Ricardo, UK-based global strategic engineering and environmental consultancy that specialises in the transport, energy and scarce resources sectors, has formed spin-out company Dolphin N2 Ltd, to exploit potentially game-changing liquid nitrogen (LN2) engine technology.
The Ricardo CryoPower concept uses new engine technology which aims to substantially increase the fuel efficiency while reducing operating costs and CO2 emissions, for long haul trucks and other heavy-duty applications.

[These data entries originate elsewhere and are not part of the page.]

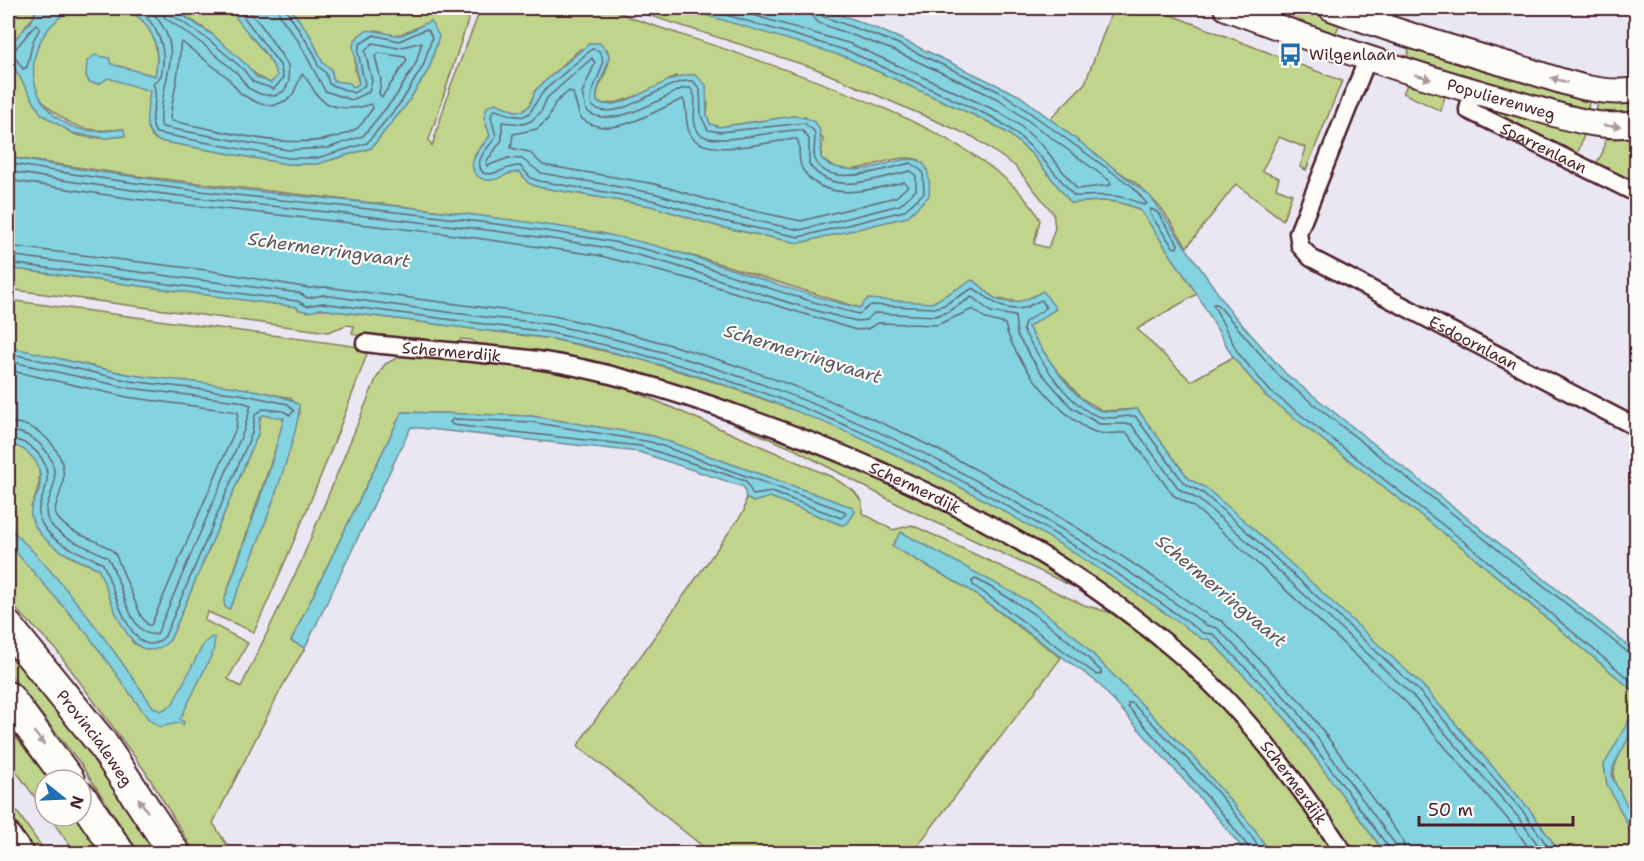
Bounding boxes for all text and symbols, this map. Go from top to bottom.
bus stop icon: Wilgenlaan [1278,41,1304,67]
place label: Wilgenlaan [1309,44,1396,65]
one-way arrow [1415,73,1433,82]
street label: Populierenweg [1444,74,1558,125]
one-way arrow [1550,74,1568,84]
street label: Sparrenlaan [1497,118,1591,178]
one-way arrow [1602,121,1621,130]
water label: Schermerringvaart [246,227,412,273]
street label: Esdoornlaan [1425,311,1522,375]
water label: Schermerringvaart [721,319,885,389]
street label: Schermerdijk [401,337,502,367]
street label: Schermerdijk [866,457,964,518]
water label: Schermerringvaart [1151,529,1291,653]
street label: Provincialeweg [52,685,137,791]
one-way arrow [33,730,46,746]
street label: Schermerdijk [1256,736,1332,829]
north arrow [33,768,93,828]
scale bar [1419,789,1574,827]
text: N [65,793,89,812]
one-way arrow [137,797,149,813]
text: 50 m [1428,798,1473,822]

The technology has been the subject of active R&D by Ricardo for approximately 10 years and has demonstrated the potential to reduce operating fuel costs and fuel usage by, respectively, 20 and 30% in comparison with today’s heavy-duty engines
The Ricardo CryoPower split-cycle engine concept completely redefines the processes of internal combustion to enable significantly improved internal thermal efficiency in comparison with today’s state-of-the-art engines. It is based on the use of a separate induction and compression cylinder from that used for combustion and exhaust. This enables recovery of otherwise wasted exhaust heat to the working gas after the end of compression. The compression process is carried out isothermally, cooled via the injection of a small amount of LN2. The LN2 is thus both a coolant and an additional energy vector, which offsets some of the fuel requirement. The combustion process utilises either renewable or traditional fuels, liquid or gaseous, and delivers heat energy back to the chilled and compressed intake air. Its most important benefit, however, is to enable otherwise unachievable improvements in fuel economy, reduced CO2 and other emissions through improved internal thermal efficiency.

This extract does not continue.